The Stupidest Moment In 'Ninja Turtles' History Has a Sweet Backstory
As we've mentioned before, back in 1990, the Teenage Mutant Ninja Turtles launched the Coming Out of Their Shells tour, a live musical event in which the titular brothers sang, danced, and prevented Shredder from stealing the world's music ... You know, like a Ninja.
Even to kids at the time, the show seemed pretty weird. For starters, The Turtles had, for some reason, traded in their weapons for tacky musical instruments, and wore bejeweled denim vests that looked like a unicorn vomited in a Levi's store. Instead of embodying the four distinct personalities, we were used to, all four of them were as wildly exuberant as theater kids on Jolt Cola.

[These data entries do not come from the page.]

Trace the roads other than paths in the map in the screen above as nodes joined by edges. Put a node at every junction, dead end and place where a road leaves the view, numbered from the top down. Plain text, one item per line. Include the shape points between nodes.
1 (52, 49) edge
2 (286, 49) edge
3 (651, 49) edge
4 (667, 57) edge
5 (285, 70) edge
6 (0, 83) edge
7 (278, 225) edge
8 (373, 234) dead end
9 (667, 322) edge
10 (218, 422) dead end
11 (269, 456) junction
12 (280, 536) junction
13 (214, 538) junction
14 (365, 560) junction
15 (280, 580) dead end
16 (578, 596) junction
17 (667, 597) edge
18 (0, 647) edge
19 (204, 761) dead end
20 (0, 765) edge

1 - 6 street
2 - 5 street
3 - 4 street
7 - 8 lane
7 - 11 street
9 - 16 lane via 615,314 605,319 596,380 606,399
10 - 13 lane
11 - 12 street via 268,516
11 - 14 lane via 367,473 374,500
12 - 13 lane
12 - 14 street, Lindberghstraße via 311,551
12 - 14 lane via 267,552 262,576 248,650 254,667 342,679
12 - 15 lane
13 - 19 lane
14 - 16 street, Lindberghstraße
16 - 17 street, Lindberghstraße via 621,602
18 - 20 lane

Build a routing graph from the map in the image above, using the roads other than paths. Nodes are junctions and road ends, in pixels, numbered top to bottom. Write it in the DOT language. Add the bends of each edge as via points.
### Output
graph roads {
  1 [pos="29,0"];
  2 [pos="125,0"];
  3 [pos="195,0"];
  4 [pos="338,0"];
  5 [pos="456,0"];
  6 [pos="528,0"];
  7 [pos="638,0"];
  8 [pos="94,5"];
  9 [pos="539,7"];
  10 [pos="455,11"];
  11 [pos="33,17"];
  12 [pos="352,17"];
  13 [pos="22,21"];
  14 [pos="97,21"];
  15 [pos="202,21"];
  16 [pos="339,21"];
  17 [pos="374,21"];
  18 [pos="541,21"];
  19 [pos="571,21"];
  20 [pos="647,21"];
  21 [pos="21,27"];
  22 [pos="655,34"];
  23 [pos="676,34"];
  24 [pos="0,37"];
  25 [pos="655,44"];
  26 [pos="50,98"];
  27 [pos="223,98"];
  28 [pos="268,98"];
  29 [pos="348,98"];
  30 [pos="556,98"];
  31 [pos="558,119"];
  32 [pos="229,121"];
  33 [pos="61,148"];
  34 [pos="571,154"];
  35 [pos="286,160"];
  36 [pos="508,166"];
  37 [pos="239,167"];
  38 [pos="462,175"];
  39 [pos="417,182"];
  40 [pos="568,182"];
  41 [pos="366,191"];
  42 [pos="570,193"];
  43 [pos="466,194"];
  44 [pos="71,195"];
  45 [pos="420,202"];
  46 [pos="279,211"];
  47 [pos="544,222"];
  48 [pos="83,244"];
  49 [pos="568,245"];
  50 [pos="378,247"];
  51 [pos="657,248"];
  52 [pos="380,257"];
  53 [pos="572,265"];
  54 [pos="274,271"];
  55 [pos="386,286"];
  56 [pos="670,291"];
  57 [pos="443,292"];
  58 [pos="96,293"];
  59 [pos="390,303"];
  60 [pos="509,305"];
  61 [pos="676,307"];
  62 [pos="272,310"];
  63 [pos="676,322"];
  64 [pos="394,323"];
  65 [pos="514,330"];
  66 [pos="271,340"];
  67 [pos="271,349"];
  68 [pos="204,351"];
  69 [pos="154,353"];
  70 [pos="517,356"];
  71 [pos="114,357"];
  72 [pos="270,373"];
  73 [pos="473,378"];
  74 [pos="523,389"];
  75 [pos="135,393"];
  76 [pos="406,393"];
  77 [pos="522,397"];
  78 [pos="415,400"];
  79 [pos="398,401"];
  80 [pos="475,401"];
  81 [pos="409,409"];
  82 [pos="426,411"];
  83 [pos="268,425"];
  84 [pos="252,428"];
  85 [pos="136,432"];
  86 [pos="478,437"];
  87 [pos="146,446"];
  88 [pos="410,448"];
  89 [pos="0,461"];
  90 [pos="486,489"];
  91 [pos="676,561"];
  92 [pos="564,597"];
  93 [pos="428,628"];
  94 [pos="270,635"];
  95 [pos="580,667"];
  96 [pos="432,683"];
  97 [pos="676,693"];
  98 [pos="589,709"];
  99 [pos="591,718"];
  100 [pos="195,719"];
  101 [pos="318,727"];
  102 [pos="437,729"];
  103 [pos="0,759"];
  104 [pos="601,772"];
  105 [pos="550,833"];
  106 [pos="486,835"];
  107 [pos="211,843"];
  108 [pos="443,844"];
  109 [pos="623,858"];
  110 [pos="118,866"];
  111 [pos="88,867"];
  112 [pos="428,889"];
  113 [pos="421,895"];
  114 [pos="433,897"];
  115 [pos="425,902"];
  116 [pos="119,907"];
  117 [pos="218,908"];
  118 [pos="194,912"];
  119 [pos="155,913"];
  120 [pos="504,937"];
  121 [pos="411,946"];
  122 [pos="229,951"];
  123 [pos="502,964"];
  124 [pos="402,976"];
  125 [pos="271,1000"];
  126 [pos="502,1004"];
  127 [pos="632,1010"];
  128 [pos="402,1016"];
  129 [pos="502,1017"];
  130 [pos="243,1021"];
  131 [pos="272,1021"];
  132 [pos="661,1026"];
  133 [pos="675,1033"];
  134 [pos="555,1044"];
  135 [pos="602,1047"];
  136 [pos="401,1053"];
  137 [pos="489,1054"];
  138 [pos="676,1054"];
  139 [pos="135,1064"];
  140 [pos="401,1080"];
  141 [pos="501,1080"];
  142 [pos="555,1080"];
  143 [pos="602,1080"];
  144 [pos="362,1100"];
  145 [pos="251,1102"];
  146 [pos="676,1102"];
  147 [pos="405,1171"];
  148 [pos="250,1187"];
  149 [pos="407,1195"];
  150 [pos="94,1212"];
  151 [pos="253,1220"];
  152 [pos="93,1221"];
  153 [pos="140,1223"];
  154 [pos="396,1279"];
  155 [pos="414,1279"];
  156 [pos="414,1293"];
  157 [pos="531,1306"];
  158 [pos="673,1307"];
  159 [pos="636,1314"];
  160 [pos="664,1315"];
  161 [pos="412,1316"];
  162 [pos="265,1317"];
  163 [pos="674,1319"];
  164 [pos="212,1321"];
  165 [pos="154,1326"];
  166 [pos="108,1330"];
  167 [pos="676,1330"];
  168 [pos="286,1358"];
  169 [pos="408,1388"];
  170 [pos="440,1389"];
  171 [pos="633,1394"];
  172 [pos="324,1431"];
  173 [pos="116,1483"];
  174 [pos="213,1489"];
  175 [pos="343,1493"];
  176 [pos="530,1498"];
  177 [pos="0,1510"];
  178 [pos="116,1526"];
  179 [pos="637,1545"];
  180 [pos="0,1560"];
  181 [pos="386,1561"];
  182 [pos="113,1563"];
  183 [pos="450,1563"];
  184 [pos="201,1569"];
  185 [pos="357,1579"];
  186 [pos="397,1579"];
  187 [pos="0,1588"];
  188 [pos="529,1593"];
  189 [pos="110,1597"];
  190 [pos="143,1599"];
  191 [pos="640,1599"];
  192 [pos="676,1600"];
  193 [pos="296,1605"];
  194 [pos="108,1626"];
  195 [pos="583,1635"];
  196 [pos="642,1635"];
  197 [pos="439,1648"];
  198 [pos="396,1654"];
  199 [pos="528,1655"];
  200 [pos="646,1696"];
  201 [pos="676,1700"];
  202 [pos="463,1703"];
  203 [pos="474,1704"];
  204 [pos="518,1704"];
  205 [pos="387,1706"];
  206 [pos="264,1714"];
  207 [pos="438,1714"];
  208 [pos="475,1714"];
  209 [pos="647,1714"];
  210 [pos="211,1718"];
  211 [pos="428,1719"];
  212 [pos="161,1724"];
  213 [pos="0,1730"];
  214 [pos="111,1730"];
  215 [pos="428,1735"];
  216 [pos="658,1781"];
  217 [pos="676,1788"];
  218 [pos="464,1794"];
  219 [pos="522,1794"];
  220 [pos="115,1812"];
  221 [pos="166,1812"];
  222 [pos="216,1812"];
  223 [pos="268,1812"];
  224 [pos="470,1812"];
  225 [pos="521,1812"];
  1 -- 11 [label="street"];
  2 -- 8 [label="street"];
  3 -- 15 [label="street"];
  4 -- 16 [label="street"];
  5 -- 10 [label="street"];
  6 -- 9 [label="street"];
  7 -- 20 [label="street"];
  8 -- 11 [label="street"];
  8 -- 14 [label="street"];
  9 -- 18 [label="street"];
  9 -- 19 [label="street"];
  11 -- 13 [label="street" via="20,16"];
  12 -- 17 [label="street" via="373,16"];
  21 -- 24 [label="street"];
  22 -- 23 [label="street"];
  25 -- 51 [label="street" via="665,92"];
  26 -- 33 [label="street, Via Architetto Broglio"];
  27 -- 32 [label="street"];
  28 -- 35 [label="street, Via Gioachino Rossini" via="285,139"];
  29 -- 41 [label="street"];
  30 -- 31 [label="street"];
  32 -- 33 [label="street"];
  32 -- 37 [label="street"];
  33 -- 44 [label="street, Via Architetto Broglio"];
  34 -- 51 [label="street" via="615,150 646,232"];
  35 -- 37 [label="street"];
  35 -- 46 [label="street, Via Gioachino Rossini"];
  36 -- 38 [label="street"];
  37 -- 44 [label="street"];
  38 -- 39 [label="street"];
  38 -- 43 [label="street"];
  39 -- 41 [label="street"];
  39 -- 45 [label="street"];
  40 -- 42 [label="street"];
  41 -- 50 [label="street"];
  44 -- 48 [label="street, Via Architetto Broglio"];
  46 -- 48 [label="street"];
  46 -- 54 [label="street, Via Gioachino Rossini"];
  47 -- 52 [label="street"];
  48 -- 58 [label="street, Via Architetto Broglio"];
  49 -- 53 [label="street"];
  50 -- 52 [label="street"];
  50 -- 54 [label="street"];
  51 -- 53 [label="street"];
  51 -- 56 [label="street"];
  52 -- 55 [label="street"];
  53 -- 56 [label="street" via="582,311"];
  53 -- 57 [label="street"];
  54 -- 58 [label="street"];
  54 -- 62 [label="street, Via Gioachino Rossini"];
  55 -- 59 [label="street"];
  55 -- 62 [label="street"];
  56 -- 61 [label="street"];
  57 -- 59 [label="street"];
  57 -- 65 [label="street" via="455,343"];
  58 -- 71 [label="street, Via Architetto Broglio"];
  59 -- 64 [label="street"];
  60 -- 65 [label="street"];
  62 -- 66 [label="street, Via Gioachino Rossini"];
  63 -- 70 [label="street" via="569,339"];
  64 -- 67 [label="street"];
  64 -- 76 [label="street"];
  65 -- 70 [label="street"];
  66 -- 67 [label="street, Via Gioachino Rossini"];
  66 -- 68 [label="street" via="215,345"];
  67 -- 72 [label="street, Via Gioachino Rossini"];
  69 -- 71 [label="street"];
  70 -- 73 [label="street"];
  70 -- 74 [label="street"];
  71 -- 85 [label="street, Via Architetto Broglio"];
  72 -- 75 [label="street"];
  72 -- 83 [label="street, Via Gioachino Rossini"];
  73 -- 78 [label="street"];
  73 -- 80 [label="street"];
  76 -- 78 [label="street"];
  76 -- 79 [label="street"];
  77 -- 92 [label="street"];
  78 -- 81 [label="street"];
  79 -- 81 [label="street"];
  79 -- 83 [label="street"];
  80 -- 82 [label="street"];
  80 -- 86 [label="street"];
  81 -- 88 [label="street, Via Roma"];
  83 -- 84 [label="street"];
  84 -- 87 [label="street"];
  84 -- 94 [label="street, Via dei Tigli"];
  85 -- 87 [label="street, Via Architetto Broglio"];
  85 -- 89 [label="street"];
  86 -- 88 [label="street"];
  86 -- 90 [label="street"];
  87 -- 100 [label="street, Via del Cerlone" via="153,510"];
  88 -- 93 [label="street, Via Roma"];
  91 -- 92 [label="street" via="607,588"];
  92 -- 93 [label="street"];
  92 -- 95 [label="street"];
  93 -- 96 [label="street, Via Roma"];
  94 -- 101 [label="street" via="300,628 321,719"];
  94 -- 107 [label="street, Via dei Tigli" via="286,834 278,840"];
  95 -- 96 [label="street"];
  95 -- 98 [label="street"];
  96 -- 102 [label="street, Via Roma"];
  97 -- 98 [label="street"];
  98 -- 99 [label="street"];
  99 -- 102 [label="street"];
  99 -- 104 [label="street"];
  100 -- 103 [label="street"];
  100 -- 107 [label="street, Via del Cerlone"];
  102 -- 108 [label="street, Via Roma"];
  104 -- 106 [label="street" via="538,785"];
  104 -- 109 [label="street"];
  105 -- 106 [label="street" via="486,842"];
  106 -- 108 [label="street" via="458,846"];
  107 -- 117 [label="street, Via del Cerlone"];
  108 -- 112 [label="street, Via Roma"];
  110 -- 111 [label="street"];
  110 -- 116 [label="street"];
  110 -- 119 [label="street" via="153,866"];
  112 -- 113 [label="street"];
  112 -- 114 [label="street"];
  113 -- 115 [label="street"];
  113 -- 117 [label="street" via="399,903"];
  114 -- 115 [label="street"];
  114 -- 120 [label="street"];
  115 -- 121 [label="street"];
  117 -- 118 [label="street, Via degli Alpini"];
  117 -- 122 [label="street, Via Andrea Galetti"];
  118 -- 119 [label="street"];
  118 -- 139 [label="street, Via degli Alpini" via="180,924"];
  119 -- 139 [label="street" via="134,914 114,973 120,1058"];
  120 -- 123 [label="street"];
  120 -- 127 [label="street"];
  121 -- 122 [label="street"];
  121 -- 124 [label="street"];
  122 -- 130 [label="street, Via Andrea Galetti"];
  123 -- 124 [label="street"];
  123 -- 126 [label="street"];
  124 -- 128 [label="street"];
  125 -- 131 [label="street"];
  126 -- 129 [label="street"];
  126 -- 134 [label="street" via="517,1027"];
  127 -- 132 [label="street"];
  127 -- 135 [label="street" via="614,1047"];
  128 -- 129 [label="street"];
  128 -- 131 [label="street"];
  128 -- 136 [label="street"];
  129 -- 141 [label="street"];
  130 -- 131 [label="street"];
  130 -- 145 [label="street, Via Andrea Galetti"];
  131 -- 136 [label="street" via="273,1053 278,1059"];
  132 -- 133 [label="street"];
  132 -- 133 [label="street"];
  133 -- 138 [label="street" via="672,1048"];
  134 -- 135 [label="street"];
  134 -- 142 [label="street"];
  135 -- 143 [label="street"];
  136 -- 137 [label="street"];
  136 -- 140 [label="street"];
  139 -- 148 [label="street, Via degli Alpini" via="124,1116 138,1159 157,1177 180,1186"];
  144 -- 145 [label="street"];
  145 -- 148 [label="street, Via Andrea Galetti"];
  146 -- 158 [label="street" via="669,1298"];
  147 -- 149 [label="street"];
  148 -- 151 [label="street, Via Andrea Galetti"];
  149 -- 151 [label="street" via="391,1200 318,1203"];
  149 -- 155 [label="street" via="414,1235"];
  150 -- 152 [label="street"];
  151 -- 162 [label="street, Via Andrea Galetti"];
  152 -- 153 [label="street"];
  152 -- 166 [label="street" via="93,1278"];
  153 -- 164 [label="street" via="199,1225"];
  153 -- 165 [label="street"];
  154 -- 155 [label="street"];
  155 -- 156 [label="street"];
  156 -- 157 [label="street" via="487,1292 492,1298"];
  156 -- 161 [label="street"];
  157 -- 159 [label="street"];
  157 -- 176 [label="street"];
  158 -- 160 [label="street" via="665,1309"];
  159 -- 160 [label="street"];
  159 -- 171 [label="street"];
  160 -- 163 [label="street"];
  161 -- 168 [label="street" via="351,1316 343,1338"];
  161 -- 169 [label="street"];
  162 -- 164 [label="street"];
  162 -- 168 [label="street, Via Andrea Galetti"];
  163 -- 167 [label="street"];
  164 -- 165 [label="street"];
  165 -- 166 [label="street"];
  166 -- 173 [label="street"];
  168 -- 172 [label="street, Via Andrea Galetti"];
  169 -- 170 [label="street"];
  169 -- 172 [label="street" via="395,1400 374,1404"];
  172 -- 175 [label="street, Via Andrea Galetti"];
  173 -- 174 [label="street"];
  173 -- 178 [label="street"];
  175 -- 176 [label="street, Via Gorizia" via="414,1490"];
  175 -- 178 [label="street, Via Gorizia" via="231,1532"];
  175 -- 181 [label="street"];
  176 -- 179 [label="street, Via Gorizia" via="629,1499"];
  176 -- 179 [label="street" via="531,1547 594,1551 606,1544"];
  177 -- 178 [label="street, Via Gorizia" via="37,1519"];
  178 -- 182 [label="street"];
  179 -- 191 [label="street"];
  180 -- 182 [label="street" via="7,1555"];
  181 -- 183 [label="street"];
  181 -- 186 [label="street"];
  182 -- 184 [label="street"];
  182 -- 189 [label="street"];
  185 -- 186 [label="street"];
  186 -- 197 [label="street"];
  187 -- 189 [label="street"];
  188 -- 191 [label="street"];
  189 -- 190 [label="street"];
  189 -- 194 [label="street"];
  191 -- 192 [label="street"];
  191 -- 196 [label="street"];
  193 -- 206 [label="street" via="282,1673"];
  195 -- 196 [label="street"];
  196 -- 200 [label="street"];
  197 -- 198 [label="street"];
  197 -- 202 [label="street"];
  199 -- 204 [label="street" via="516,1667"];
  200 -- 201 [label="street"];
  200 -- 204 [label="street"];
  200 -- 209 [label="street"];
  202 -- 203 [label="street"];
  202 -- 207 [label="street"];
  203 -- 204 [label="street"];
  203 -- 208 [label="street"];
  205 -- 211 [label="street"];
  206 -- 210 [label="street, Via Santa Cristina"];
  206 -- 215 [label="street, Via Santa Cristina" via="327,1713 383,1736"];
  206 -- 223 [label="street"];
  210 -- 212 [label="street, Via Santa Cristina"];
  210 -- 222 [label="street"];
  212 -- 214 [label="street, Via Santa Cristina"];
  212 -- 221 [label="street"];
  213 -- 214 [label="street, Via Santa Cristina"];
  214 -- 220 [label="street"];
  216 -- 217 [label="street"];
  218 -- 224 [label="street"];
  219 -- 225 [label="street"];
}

It sure seemed like just another callous attempt to cash in on the Turtles' popularity, a way to get young fans to spend even more money for a concert conveniently "brought to you by Pizza Hut." But it turns out that wasn't actually the case.
In a new interview with GameSpot, the show's creators, Bob Bejan and Godfrey Nelson, revealed that the show was actually an artistically-driven passion project. They were just twenty-something fans of the original comic who thought it would make a good musical theater piece. The pair wrote four of the songs without ever thinking they'd ever obtain the rights to produce a show, and only managed to get the rights after hooking up with a rich producer and convincing Pizza Hut to sponsor the tour.
As for the vests? They weren't originally part of the tour. At first, the Turtles looked more like themselves and less like Ziggy Stardust by way of The Gap. But after two performers "passed out halfway through" the first show, they (fittingly) ditched the shells and covered themselves up in denim so no one would notice. Of course, the best thing to come out of this production is still probably the innuendo-filled Oprah interview.